The Form 2 supports standard and popular 3D model files. There's a huge collection of free 3D object models at Thingiverse that you can use, or you can make your own using software, such as SketchUp or Autodesk 123D.
Like the XYZPriting Nobel 1.0, speed isn't the forte of the Form 2. The printer is quite slow, taking about an hour to print an iPhone 5 case, which is about the same as an FFF printer. However, if you print something with thick portions, such as a ball, or a model puppy, the Form 2 will be much slower than an FFF printer. This is because as an SLA printer, it can't hollow out the middle. Instead it prints everything as a solid form.
It's important to note that there will always be residual resin left in the tank after each job and that means if you don't print another job for a long time, you will likely waste that resin. And even if you print frequently, in order to save resin, you will need to get a separate tank for each type and color of resin because there's no way to pour the resin in the tank back into the cartridge.
The Form 2's strength, however, is in its consistency and quality. During a couple of weeks of testing, I never ran into a failed print. In fact, it was very hard to mess up a print job, even when I tried. Once I deliberately tilted the printer during a job; the printer paused the job immediately and prompted me via the touch screen to relevel it. Once the printer was releveled, the job automatically resumed and completed without a hitch.
The Form 2's print quality is superior to that of any 3D printers I've reviewed. Its printed objects look just like those you buy from a store, with a smooth surface and great details. And the fact that it supports special types of resin (tough, castable and flexible) means its prints that can be used in many real-life applications, instead of just something to look at.
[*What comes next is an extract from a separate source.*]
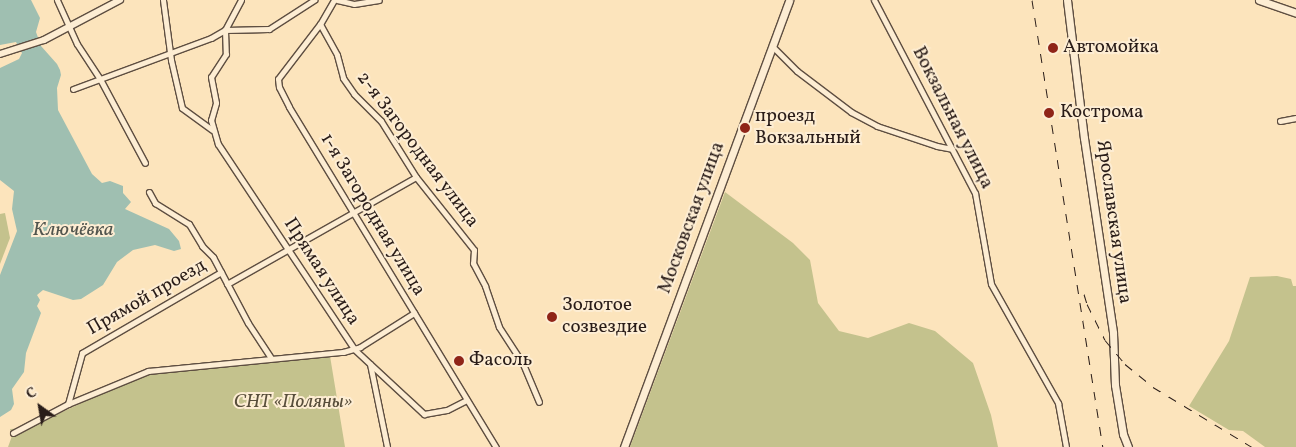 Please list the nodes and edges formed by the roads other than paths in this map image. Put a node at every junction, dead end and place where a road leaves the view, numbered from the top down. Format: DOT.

Note that you need to clean the object with high-concentration solvent before you can use it, and make sure you use a pair of protective gloves for the job. Generally, using an SLA printer like the Form 2 can get quite messy, so don't use it in your living room but rather in a separate office or workshop.
At $3,500, the Form 2 is too expensive for most users, and the high cost for the resin means you can certainly buy ready-made items from the store for much less. If you've drawn up something unique that you want to make, however, the Form 2 is an excellent machine to literally turn that idea in to reality.
The truth is, until the price of 3D printing comes down, the only reason to get a 3D printer is because you have something specific to make; something you can't necessarily buy, such as a customized set of chess pieces or the logo of your own business. And among all 3D printers I've reviewed, the Form 2 is actually the first that shares the same level of reliability and consistency as most regular non-3D printers. On top of that, its print quality is unmatched by any other 3D printer in its price range. I've seen other printers that can print even higher quality objects, but they're also significantly more expensive.
That said, if you can live with print quality a notch lower, there are other 3D printers that also work quite well and don't dig a hole (or at least, will dig a smaller one) in your pocket, such as the Da Vinci Jr, the Da Vinci AiO 1.0 or the 3D System Cube 3. These FFF printers are much cheaper than the Form 2. And if an SLA printer is what you want, also consider Nobel 1.0. It's not as good, but it's also $2,000 cheaper than the Form 2.